Soon we will be able to replace fossil fuels with a carbon-neutral product created from solar energy, carbon dioxide and water. Researchers at Uppsala University have successfully produced microorganisms that can efficiently produce the alcohol butanol using carbon dioxide and solar energy, without needing to use solar cells.
This has been presented in a new study published in the scientific journal Energy & Environmental Science.
– We have systematically designed and created a series of modified cyanobacteria that gradually produced increasing quantities of butanol in direct processes. When the best cells are used in long-term laboratory experiments, we see levels of production that exceed levels that have been reported in existing articles.
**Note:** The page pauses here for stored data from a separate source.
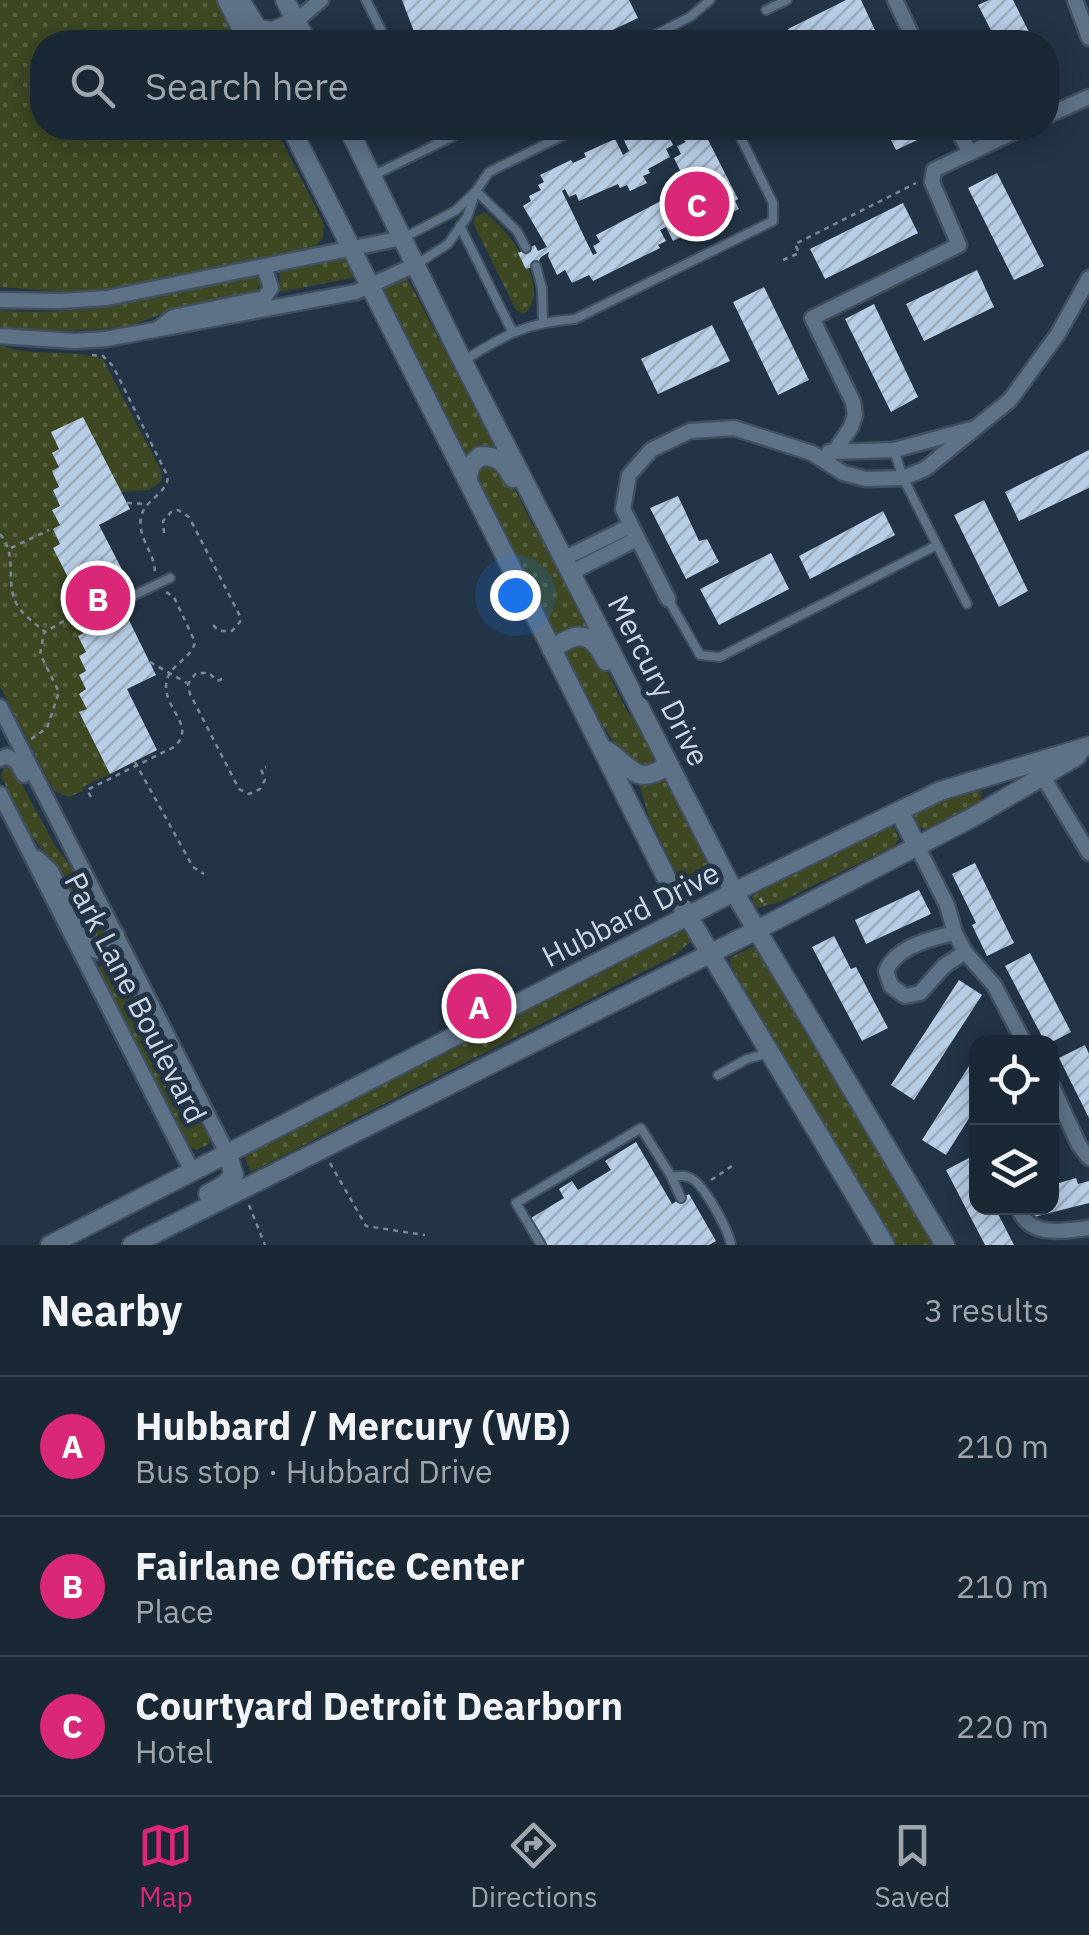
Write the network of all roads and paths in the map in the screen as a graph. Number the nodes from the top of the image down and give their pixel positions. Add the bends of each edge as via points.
1 (227, 0) edge
2 (240, 0) edge
3 (285, 0) edge
4 (321, 0) edge
5 (366, 0) edge
6 (710, 0) edge
7 (787, 0) edge
8 (894, 0) edge
9 (1075, 0) edge
10 (766, 10) dead end
11 (296, 21) junction
12 (242, 30) edge
13 (265, 30) edge
14 (274, 30) edge
15 (300, 30) edge
16 (382, 30) edge
17 (664, 30) edge
18 (909, 30) edge
19 (1089, 38) edge
20 (1089, 97) edge
21 (1059, 110) edge
22 (297, 140) edge
23 (354, 140) edge
24 (436, 140) edge
25 (444, 140) edge
26 (554, 140) edge
27 (742, 140) edge
28 (963, 140) edge
29 (997, 140) edge
30 (438, 143) junction
31 (970, 153) junction
32 (932, 174) junction
33 (372, 176) junction
34 (476, 191) junction
35 (452, 213) junction
36 (460, 226) junction
37 (402, 238) junction
38 (352, 248) junction
39 (526, 248) dead end
40 (784, 260) dead end
41 (415, 265) junction
42 (536, 266) dead end
43 (264, 267) junction
44 (1089, 278) edge
45 (370, 286) junction
46 (0, 300) edge
47 (543, 322) junction
48 (154, 331) junction
49 (512, 331) junction
50 (0, 336) edge
51 (92, 355) dead end
52 (462, 361) junction
53 (976, 428) junction
54 (894, 450) junction
55 (835, 452) junction
56 (812, 453) junction
57 (902, 478) junction
58 (467, 479) junction
59 (126, 503) dead end
60 (147, 504) junction
61 (49, 530) dead end
62 (164, 532) dead end
63 (633, 532) junction
64 (0, 534) edge
65 (937, 545) junction
66 (9, 549) junction
67 (564, 558) junction
68 (152, 577) dead end
69 (170, 578) dead end
70 (159, 591) dead end
71 (668, 599) joint
72 (120, 602) dead end
73 (967, 604) dead end
74 (80, 611) dead end
75 (212, 624) dead end
76 (44, 632) junction
77 (552, 650) junction
78 (150, 662) dead end
79 (169, 674) junction
80 (222, 679) dead end
81 (188, 684) junction
82 (0, 707) edge
83 (19, 744) junction
84 (600, 745) junction
85 (660, 746) junction
86 (1089, 748) edge
87 (0, 759) edge
88 (136, 764) junction
89 (669, 765) junction
90 (266, 767) dead end
91 (1043, 776) junction
92 (978, 778) junction
93 (0, 794) edge
94 (91, 797) dead end
95 (989, 808) junction
96 (899, 811) junction
97 (916, 846) junction
98 (29, 850) junction
99 (1089, 853) edge
100 (84, 874) junction
101 (204, 874) dead end
102 (734, 892) junction
103 (757, 892) dead end
104 (764, 906) dead end
105 (688, 916) junction
106 (757, 930) junction
107 (955, 934) junction
108 (117, 935) junction
109 (965, 952) junction
110 (712, 953) junction
111 (1020, 1035) edge
112 (770, 1052) junction
113 (718, 1075) dead end
114 (1059, 1101) edge
115 (322, 1149) junction
116 (227, 1153) junction
117 (1089, 1158) edge
118 (732, 1166) dead end
119 (192, 1171) junction
120 (671, 1176) junction
121 (712, 1180) dead end
122 (241, 1190) junction
123 (154, 1191) junction
124 (681, 1198) dead end
125 (1022, 1215) edge
126 (1089, 1228) edge
127 (425, 1236) dead end
128 (50, 1245) edge
129 (74, 1245) edge
130 (116, 1245) edge
131 (132, 1245) edge
132 (266, 1245) edge
133 (541, 1245) edge
134 (731, 1245) edge
135 (886, 1245) edge
136 (945, 1245) edge

1 - 12 street
2 - 13 street
3 - 11 street
4 - 11 street
5 - 16 lane
6 - 17 lane
7 - 10 lane
8 - 18 street
9 - 19 street
11 - 14 street
11 - 15 street
20 - 21 street
22 - 38 street
23 - 33 street, Mercury Drive
24 - 30 lane
25 - 30 lane
26 - 34 lane via 489,172
27 - 47 lane via 773,203 773,221 575,319
28 - 31 street
29 - 31 street
30 - 33 lane
31 - 32 street
32 - 40 path via 794,244 799,253
32 - 55 street via 959,246 812,318 853,402 855,415
33 - 37 street, Mercury Drive
34 - 35 lane
34 - 36 lane
34 - 39 lane
35 - 36 lane
35 - 37 lane
36 - 41 lane via 448,244
36 - 49 lane
37 - 38 street
37 - 41 street, Mercury Drive
38 - 43 street
38 - 45 street
41 - 45 street
41 - 52 street, Mercury Drive
42 - 47 lane
43 - 46 street via 107,298
43 - 48 street via 272,288 264,298 173,317
44 - 53 street via 1036,368
45 - 48 street
45 - 58 street
47 - 49 lane
48 - 50 street via 75,341
49 - 52 lane
51 - 60 path via 113,366 168,477
52 - 67 street, Mercury Drive
53 - 54 street
53 - 57 street via 942,458
54 - 55 street
54 - 57 lane
55 - 56 street
56 - 57 street via 843,473
56 - 63 street via 734,428 690,431 651,450 629,475 623,509
57 - 65 lane
58 - 67 street via 480,456 504,462
58 - 77 street
59 - 60 path
60 - 68 path via 140,530 155,564
61 - 66 path
62 - 75 path via 166,516 178,510 189,517 240,616 232,630
63 - 67 street
63 - 71 street
64 - 66 path
65 - 71 lane via 713,659 695,650
65 - 73 lane
66 - 76 path via 14,600
67 - 85 street, Mercury Drive
69 - 72 lane
70 - 79 path via 174,597 195,642
74 - 76 path
76 - 83 path via 40,654 58,699 46,728
77 - 84 street
77 - 85 street via 574,636 599,646 630,708
78 - 79 path
79 - 81 path
79 - 88 path via 166,686 184,729 182,740
80 - 81 path via 202,672
81 - 90 path via 239,788 249,794 260,790 260,770
82 - 83 street, Park Lane Boulevard
83 - 100 street, Park Lane Boulevard
84 - 89 street via 641,776
84 - 105 street
85 - 89 street, Mercury Drive
86 - 91 street, Hubbard Drive
86 - 92 street, Hubbard Drive
87 - 100 street, Park Lane Boulevard via 18,762 58,842
88 - 94 path via 87,790
88 - 101 path
89 - 102 street, Mercury Drive
91 - 95 street, Hubbard Drive
91 - 99 street
92 - 95 street via 988,789
92 - 96 street, Hubbard Drive
93 - 98 street, Park Lane Boulevard
95 - 97 street, Hubbard Drive
96 - 97 street
96 - 102 street, Hubbard Drive
97 - 106 street, Hubbard Drive
97 - 107 street
98 - 108 street, Park Lane Boulevard via 51,871 91,950 104,954 115,948
98 - 119 street, Park Lane Boulevard
100 - 108 street, Park Lane Boulevard
102 - 105 street, Hubbard Drive
102 - 106 street, Mercury Drive
103 - 104 path
105 - 110 street
105 - 116 street, Hubbard Drive
106 - 110 street, Hubbard Drive
106 - 136 street, Mercury Drive
107 - 109 street
107 - 109 street via 894,957 886,971 891,986 905,996 920,993
108 - 116 street, Park Lane Boulevard
109 - 111 street via 994,985
110 - 112 street
110 - 115 street, Hubbard Drive
112 - 113 lane
112 - 135 street
114 - 117 street
115 - 122 street, Hubbard Drive
115 - 127 path via 366,1226
116 - 119 street, Hubbard Drive
116 - 130 street via 234,1175 224,1186
118 - 121 path
119 - 123 street, Hubbard Drive
120 - 124 lane
120 - 133 lane via 641,1128 516,1202
120 - 134 lane via 699,1184
122 - 131 street, Hubbard Drive
122 - 132 path
123 - 128 street, Hubbard Drive
123 - 129 street via 140,1211
125 - 126 street via 1034,1229

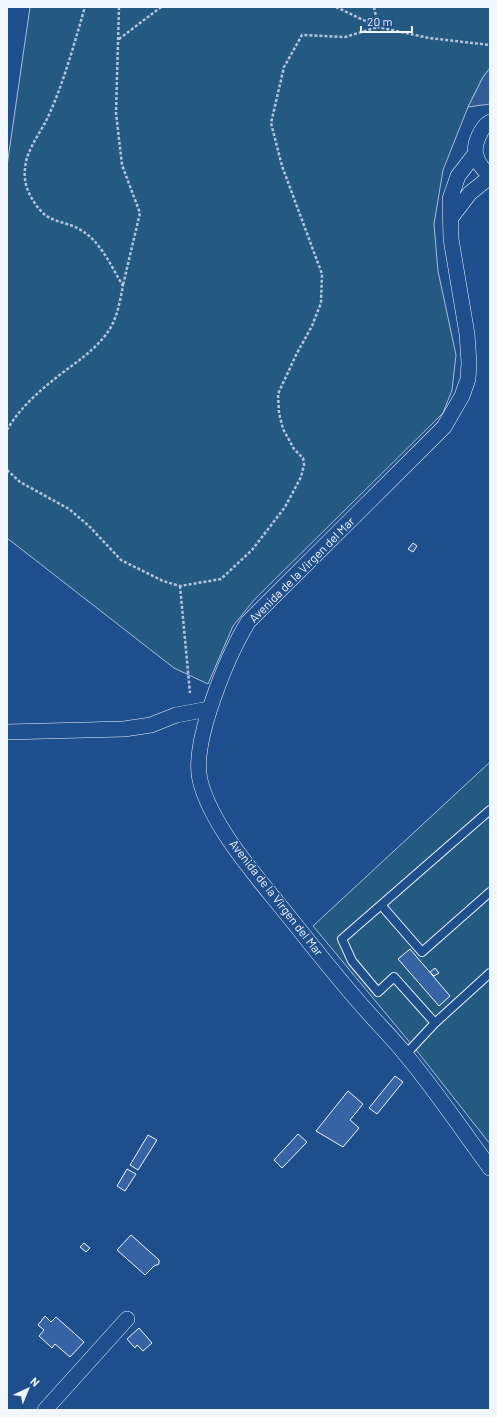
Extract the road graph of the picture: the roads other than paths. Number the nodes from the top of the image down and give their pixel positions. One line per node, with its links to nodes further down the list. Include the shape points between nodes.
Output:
1 (490, 122): 2 (street, via 480,132)
2 (475, 154): 3 (street, via 481,167); 4 (street, Avenida de la Virgen del Mar, via 458,176 450,199)
3 (490, 177): 4 (street, via 470,193)
4 (450, 219): 5 (street, Avenida de la Virgen del Mar, via 467,334 468,379 462,396 444,427 248,622 238,638)
5 (209, 709): 6 (street, via 176,715 151,725 124,729); 12 (street, Avenida de la Virgen del Mar, via 200,748 200,779 207,801 224,833 251,871 347,989)
6 (7, 732)
7 (490, 810): 9 (lane)
8 (490, 892): 9 (lane, via 422,952)
9 (381, 905): 11 (lane, via 342,939 352,961 378,992 394,977)
10 (490, 974): 11 (lane)
11 (435, 1023): 12 (lane)
12 (406, 1054): 13 (street, Avenida de la Virgen del Mar)
13 (490, 1168)
14 (127, 1319): 15 (street)
15 (45, 1410)

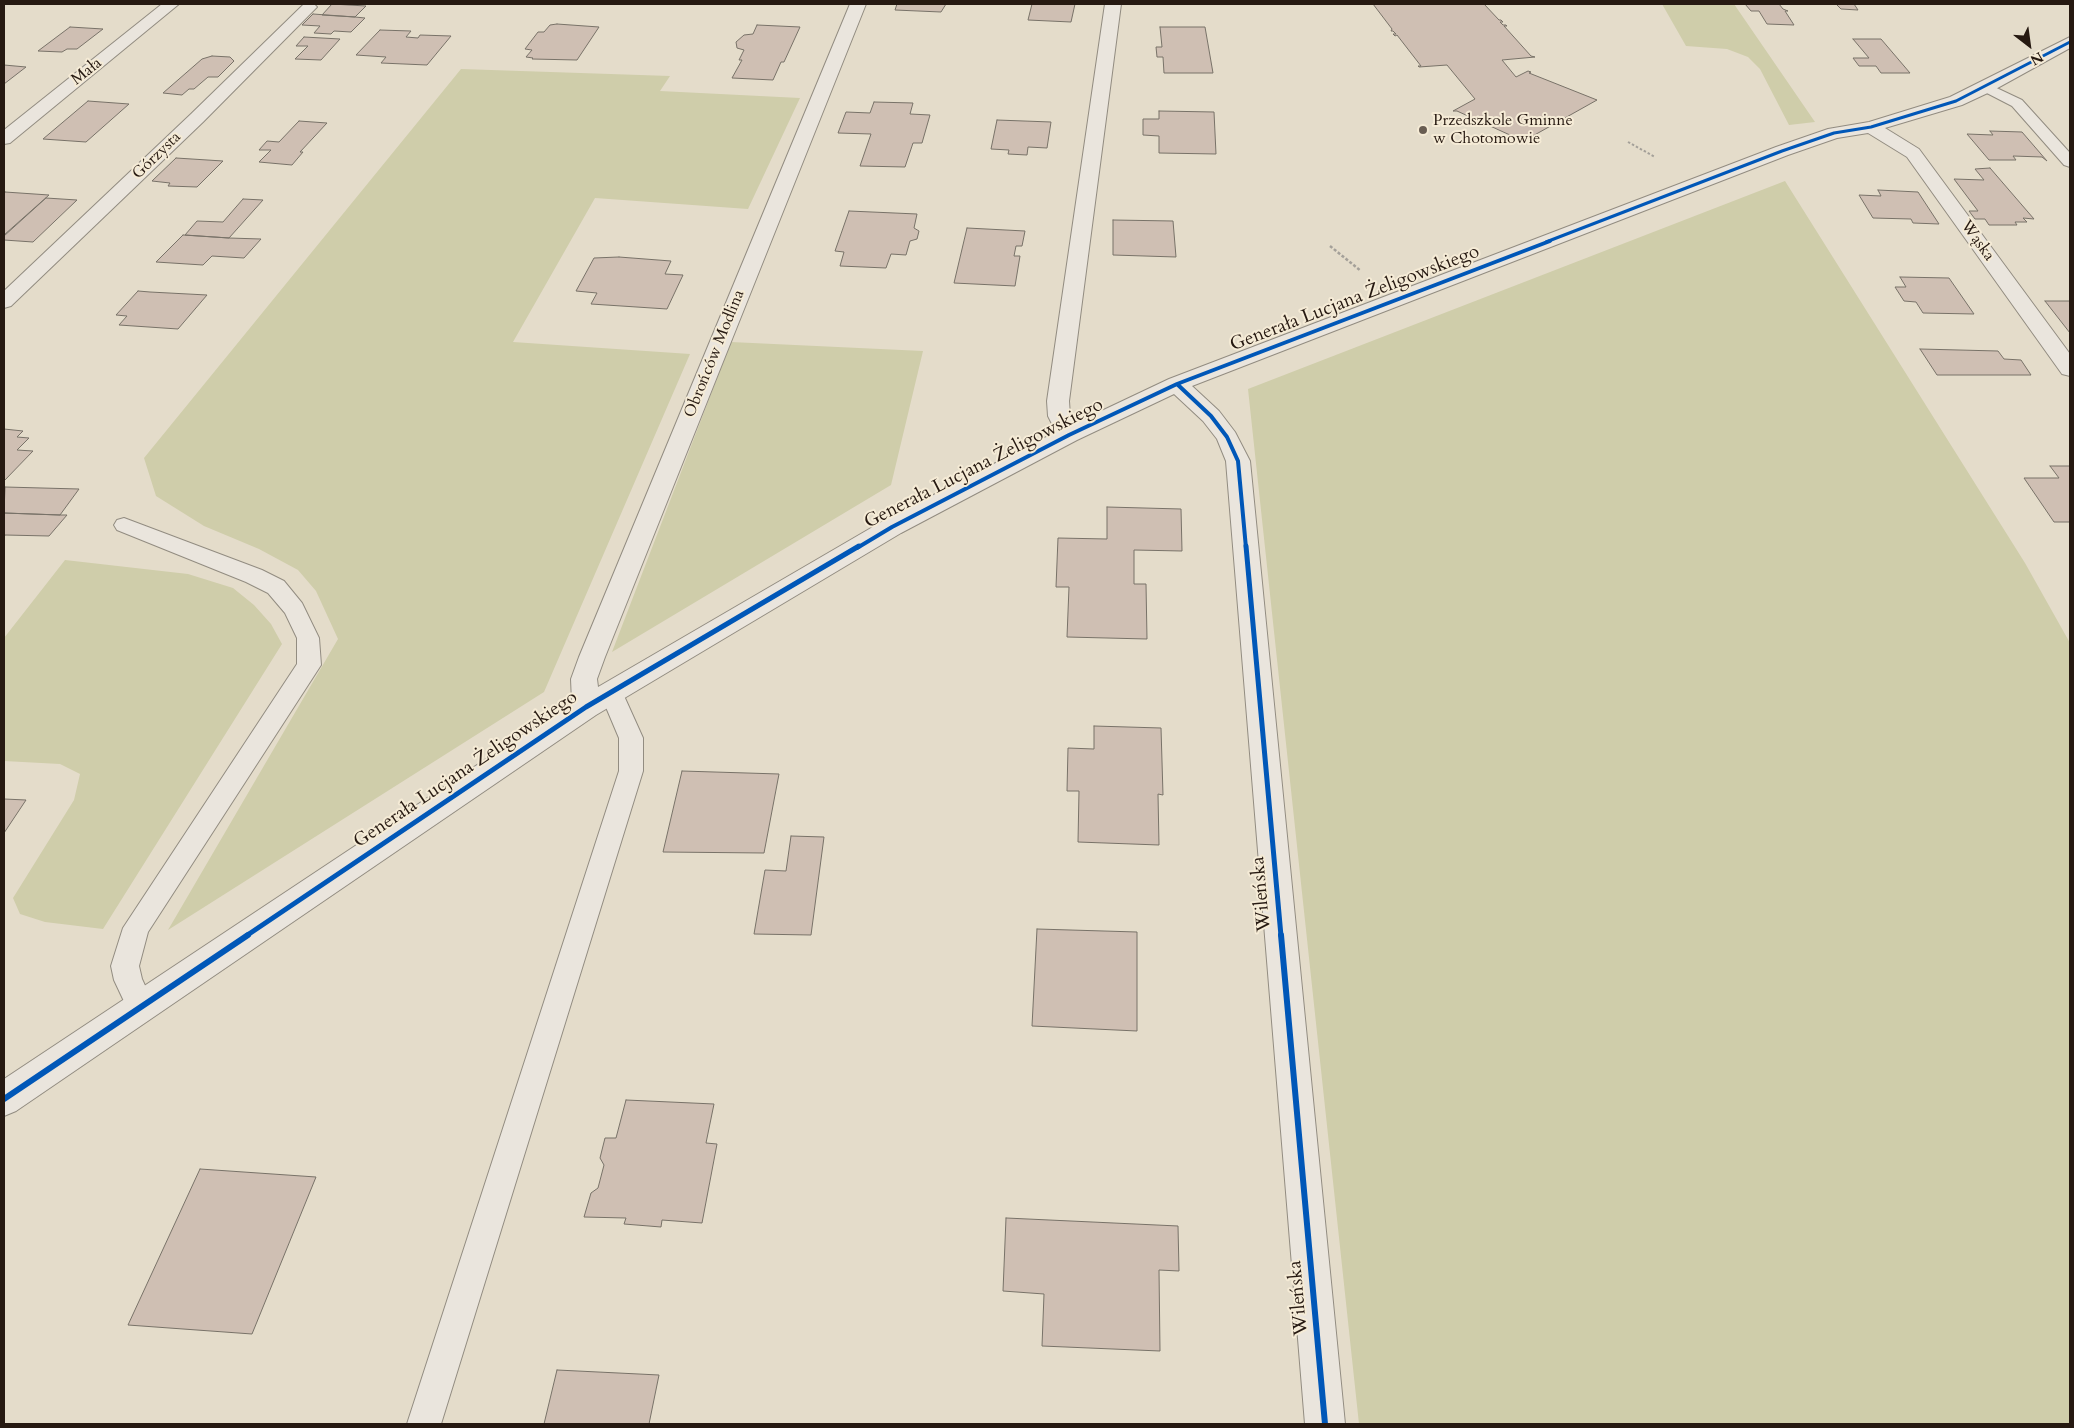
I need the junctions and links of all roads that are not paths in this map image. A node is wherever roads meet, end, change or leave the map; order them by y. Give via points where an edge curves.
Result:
1 (171, 4) edge
2 (858, 4) edge
3 (1114, 4) edge
4 (309, 7) dead end
5 (2070, 42) edge
6 (1986, 87) junction
7 (1871, 127) junction
8 (4, 139) edge
9 (2070, 162) edge
10 (4, 302) edge
11 (2070, 369) edge
12 (1177, 384) junction
13 (1070, 435) junction
14 (124, 525) dead end
15 (612, 694) junction
16 (586, 707) junction
17 (140, 1005) junction
18 (4, 1099) edge
19 (424, 1424) edge
20 (1325, 1424) edge

1 - 8 street, Mała
2 - 16 street, Obrońców Modlina via 592,657 584,679
3 - 13 street via 1058,401 1059,416
4 - 10 street, Górzysta
5 - 6 street, Generała Lucjana Żeligowskiego
6 - 7 street, Generała Lucjana Żeligowskiego via 1956,101
6 - 9 lane via 2017,103
7 - 11 street, Wąska via 1913,153
7 - 12 street, Generała Lucjana Żeligowskiego via 1808,141
12 - 13 street, Generała Lucjana Żeligowskiego
12 - 20 street, Wileńska via 1211,416 1238,461
13 - 15 street, Generała Lucjana Żeligowskiego via 892,527
14 - 17 lane via 276,587 294,609 308,638 309,665 136,928 125,966
15 - 16 street, Generała Lucjana Żeligowskiego
15 - 19 lane via 631,738 631,771
16 - 17 street, Generała Lucjana Żeligowskiego
17 - 18 street, Generała Lucjana Żeligowskiego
Furthermore, it is comparable with indirect processes where bacteria are fed with sugar, says Pia Lindberg, Senior Lecturer at the Department of Chemistry Ångström Laboratory, Uppsala University.
The knowledge and ability to modify cyanobacteria so they can produce a variety of chemicals from carbon dioxide and solar energy is emerging in parallel with advances in technology, synthetic biology, genetically changing them. Through a combination of technical development, systematic methods and the discovery that as more product removed from the cyanobacteria, the more butanol is formed, the study shows the way forward for realising the concept.
Read more at Uppsala University
Image: This is professor Peter Lindblad. (Credit: Uppsala University)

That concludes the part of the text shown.